Картину спора стихии с каменным городом и его державным основателем, который на своей скале посреди города взором сдерживает море – незадолго до Пушкина обрисовал другой поэт, Степан Шевырёв. Стихотворение «Петроград» Шевырёва написано в том самом 1829 году, когда Гёте осуждал Петра за Петербург. Стихотворение Шевырёва, поклонника Гёте, удостоенного его похвалы за разбор «Фауста», напротив, – один из апофеозов Петра. У Шевырёва море напрасно спорит с Петром (Море спорило с Петром…), а тот уже в виде медного сторожа города одним своим взором сдерживает море. Картина спора у Шевырё—ва проста, она не предполагает той исторической истины, сформулированной недавним исследователем петербургской темы, что «власть победителей над побеждёнными имеет тайной (и, быть может, магической) своей стороной власть побеждённых над победителями». [655] После «Медного Всадника» взгляд на спор изменится и явятся в русском художественном сознании картины водной именно гибели Петербурга: на одном из рисунков Лермонтова, о котором рассказано в воспоминаниях В. А. Сологуба, и в стихотворении Михаила Дмитриева «Подводный город» (1847) на месте бывшего Петербурга – водная гладь, из—под которой торчит кончик одной из петербургских архитектурных вершин – Александровской колонны с ангелом или шпиль Петропавловского собора, и тот же пасынок природы из первых строк поэмы Пушкина привязывает свою ветхую лодку к шпилю, как к дереву. Так пророчество при основании города – «Петербургу быть пусту» – исполняется в виде водной пустыни. Основанный под морем, город и оказался под ним в итоге борьбы как будущий новый Китеж. Но не святой, а проклятый Китеж. Не Китеж – Вавилон, блудница на водах многих.
655
М. Н. Виролайнен. Там же, с. 265.
В стихотворении Шевырёва в споре двух надличных сил между ними нет человека – третьего главного элемента—субъекта общей картины, «человека в пейзаже», по будущей формуле петербургского—ленинградского автора наших дней Андрея Битова.

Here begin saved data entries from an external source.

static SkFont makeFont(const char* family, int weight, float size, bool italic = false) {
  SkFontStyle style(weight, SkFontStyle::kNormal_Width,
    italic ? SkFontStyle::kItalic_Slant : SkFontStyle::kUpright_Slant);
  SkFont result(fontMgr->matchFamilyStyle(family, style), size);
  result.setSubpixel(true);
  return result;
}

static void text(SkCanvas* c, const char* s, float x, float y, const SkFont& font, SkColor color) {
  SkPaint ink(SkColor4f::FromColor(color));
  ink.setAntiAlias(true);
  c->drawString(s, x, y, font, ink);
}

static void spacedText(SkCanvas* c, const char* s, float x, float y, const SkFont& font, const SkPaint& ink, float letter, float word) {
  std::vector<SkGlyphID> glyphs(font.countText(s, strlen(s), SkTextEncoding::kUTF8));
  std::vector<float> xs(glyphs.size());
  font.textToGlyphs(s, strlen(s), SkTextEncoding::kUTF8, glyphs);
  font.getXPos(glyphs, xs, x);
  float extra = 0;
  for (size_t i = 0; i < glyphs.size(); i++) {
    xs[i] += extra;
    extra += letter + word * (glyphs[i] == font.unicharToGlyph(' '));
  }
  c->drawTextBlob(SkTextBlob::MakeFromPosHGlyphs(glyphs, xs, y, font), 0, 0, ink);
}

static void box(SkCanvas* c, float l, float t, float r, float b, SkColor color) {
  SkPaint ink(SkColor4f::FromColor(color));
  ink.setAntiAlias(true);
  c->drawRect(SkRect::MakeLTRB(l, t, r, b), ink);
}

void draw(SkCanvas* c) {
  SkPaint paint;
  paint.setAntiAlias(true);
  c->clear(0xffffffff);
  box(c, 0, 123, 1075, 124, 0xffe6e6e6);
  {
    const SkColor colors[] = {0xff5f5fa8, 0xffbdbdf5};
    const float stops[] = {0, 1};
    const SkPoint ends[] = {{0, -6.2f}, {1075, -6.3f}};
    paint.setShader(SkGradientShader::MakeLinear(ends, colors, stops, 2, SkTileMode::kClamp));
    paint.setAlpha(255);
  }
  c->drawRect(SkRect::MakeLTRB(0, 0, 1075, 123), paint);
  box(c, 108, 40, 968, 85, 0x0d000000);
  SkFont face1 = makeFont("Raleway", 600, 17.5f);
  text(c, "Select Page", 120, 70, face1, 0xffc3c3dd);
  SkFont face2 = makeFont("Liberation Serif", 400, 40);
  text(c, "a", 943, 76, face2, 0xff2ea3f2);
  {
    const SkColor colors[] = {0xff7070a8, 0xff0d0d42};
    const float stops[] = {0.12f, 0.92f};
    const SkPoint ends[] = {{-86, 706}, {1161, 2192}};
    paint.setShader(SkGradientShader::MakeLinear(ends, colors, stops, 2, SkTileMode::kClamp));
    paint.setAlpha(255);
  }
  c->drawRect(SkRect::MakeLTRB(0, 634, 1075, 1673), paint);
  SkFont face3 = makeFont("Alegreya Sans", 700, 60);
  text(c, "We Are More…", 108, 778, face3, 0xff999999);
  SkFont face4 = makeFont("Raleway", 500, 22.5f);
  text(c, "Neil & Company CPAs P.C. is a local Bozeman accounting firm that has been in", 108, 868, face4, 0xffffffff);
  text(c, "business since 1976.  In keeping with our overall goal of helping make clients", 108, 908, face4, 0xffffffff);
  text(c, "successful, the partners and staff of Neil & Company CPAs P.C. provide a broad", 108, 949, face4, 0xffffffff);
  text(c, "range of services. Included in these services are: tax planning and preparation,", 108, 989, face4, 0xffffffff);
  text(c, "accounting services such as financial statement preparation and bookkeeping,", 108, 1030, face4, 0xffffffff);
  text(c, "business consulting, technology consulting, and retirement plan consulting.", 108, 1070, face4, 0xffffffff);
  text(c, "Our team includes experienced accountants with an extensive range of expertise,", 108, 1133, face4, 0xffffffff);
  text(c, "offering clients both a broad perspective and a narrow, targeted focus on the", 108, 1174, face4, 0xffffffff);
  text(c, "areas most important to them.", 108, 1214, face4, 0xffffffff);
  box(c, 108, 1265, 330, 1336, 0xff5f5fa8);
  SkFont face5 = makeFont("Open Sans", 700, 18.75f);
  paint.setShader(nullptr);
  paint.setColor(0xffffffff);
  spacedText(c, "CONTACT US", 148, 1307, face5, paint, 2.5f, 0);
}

Пушкинская картина борьбы несравненно более сложная. Всю картину меняет результат петербургской истории – просто гражданин столичный, / Каких встречаем всюду тьму. Нева, стихия – природный враг Петрова дела, но в конечном счёте обе силы в споре друг с другом действуют против бедного героя заодно. Между двумя надличными силами истории и природы в их между собою борьбе Евгений гибнет как человек. Его и его Парашу смывают обе стихии вместе – петербургское наводнение и стихия истории.

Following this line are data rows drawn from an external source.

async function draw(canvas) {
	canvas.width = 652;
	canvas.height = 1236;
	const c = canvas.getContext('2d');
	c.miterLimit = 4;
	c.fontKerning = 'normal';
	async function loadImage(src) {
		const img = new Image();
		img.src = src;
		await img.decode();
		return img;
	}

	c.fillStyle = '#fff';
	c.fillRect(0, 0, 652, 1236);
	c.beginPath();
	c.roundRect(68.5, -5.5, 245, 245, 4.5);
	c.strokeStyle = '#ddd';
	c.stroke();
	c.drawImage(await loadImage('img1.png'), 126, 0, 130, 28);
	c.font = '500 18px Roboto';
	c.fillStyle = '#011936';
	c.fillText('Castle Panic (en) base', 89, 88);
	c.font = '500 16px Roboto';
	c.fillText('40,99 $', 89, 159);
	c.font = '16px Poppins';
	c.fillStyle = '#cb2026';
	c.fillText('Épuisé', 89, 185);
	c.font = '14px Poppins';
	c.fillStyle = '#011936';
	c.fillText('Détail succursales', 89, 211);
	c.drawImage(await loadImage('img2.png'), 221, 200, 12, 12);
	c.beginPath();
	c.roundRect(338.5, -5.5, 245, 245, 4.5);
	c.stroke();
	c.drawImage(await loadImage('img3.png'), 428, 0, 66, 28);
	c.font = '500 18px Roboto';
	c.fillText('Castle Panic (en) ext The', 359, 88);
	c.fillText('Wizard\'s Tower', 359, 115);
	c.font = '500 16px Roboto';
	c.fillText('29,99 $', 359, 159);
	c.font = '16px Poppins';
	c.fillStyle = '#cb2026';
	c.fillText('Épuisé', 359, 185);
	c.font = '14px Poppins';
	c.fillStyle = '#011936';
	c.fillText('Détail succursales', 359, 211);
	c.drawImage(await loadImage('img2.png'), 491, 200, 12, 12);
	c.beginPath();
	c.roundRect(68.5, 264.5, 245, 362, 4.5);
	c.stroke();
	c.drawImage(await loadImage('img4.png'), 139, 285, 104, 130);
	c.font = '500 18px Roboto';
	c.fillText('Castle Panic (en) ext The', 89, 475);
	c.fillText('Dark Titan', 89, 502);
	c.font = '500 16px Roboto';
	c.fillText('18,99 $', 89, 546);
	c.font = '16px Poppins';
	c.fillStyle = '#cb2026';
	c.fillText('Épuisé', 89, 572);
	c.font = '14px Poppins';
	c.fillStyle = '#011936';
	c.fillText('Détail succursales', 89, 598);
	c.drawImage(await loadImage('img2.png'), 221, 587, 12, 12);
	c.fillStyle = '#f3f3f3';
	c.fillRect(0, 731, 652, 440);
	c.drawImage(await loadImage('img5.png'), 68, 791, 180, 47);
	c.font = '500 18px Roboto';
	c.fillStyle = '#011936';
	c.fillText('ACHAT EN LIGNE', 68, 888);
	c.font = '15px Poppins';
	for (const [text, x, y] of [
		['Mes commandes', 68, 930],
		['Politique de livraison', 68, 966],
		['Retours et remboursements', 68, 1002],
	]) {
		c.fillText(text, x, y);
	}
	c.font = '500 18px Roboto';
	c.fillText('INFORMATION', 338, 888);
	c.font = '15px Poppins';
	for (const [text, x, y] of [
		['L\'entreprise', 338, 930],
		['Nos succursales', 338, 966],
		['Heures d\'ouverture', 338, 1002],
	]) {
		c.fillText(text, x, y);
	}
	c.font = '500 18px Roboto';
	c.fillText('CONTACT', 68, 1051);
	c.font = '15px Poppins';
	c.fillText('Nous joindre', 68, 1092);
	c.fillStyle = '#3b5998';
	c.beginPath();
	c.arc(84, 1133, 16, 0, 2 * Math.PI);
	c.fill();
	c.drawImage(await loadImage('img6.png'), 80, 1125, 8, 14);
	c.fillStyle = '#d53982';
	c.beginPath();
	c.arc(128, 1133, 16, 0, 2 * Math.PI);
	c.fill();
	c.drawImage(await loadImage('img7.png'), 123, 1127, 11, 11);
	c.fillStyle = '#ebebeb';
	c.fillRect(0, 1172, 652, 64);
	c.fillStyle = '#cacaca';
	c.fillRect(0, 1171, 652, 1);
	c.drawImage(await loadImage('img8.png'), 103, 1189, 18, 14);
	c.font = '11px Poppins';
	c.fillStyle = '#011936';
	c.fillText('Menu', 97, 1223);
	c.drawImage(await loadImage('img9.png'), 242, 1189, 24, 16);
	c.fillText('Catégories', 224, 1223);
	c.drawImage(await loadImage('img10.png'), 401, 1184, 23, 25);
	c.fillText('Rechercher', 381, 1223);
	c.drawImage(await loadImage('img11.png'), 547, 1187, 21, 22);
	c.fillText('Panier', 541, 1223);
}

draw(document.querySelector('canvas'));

В недавней книге Г. З. Каганова о петербургском пространстве воспроизводится акварельный рисунок одного из творцов этого пространства – Джакомо Кваренги; рисунок, хранящийся во Дворце дожей в Венеции, относится к 1780–м годам и изображает только что возведённый Фальконетов монумент Петра на Сенатской площади. О рисунках Кваренги в книге говорится, что в них архитектор—классик словно не совпадает с самим собой, он больше интересуется камерными участками городского пространства, схваченными с низкой точки зрения, глазами частного человека. Так и в рисунке Медного всадника – «точка зрения здесь взята очень низко, она соответствует положению глаз сидящего, а не стоящего на площади человека». [656] Монумент при этом взят как раз со стороны будущего дома Лобанова—Ростовского со львом, на которого Пушкин усадит Евгения. На рисунке Кваренги, таким образом, предвосхищена точка зрения пушкинского Евгения на монумент. И вот с этой низкой точки зрения сидящего человека монумент несоразмерно возвышается над окружающим пространством, в том числе над зданием Сената (ещё старого, дома Бестужева—Рюмина) за ним, на самом деле более высокого здания. Памятник подавляюще громаден – но таким его в неколебимой вышине и увидит находящийся на уровне потопа Евгений. Так за полвека до «Медного Всадника» была предвосхищена точка зрения обычного человека на несоразмерный ему имперский город.
656
Г. З. Каганов. Санкт—Петербург: образы пространства. М., 1995. С. 40–42.